Search code examples
sqlhiveparquetimpala

Create an Impala text table where rows meet a condition


I am trying to create a table in Impala (SQL) that takes rows from a parquet table. The data represents bike rides in a city. Rows will be imported into the new table if there starting code (a string, ex: '6100') shows up more than 100 times in the first table. Heres what I have so far:

#I am using Apache Impala via the Hue Editor

invalidate metadata;
set compression_codec=none;

invalidate metadata;
Set compression_codec=gzip;

create table bixirides_parquet (
start_date string, start_station_code string, 
end_date string, end_station_code string, 
duration_sec int, is_member int)
stored as parquet;


Insert overwrite table bixirides_parquet select * from bixirides_avro;


invalidate metadata;
set compression_codec=none;

create table impala_out stored as textfile as select start_date, start_station_code, end_date, end_station_code, duration_sec, is_member, count(start_station_code) as count
from bixirides_parquet
having count(start_station_code)>100;

For some reason the statement will run, but no rows are inserted in the new table.

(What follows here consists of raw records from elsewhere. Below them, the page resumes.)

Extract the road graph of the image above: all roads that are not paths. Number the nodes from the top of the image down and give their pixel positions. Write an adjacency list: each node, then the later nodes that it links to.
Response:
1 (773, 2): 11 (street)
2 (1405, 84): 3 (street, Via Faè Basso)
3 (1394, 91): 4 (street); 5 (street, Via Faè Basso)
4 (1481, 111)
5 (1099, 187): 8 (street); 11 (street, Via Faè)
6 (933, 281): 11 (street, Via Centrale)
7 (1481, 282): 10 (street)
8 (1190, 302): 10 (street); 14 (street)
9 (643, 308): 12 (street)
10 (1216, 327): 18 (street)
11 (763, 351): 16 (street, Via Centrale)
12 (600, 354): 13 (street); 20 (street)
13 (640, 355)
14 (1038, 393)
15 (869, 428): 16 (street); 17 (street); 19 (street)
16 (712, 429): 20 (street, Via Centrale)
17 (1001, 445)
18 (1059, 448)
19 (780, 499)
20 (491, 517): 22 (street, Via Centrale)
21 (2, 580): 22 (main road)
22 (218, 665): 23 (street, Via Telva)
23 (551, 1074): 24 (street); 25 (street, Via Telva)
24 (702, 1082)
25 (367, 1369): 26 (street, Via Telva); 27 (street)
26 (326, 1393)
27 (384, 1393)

It should import a row into the new table if that rows starting code shows up more than 100 times in the original table. I think I'm wording my select statement improperly but I'm not sure how exactly.


Solution

  • I think the final query you want is:

    select start_date, start_station_code, end_date, 
           end_station_code, duration_sec, is_member, cnt
    from (select bp.*,
                 count(*) over (partition by start_station_code) as cnt
          from bixirides_parquet bp
         ) bp
    where cnt > 100;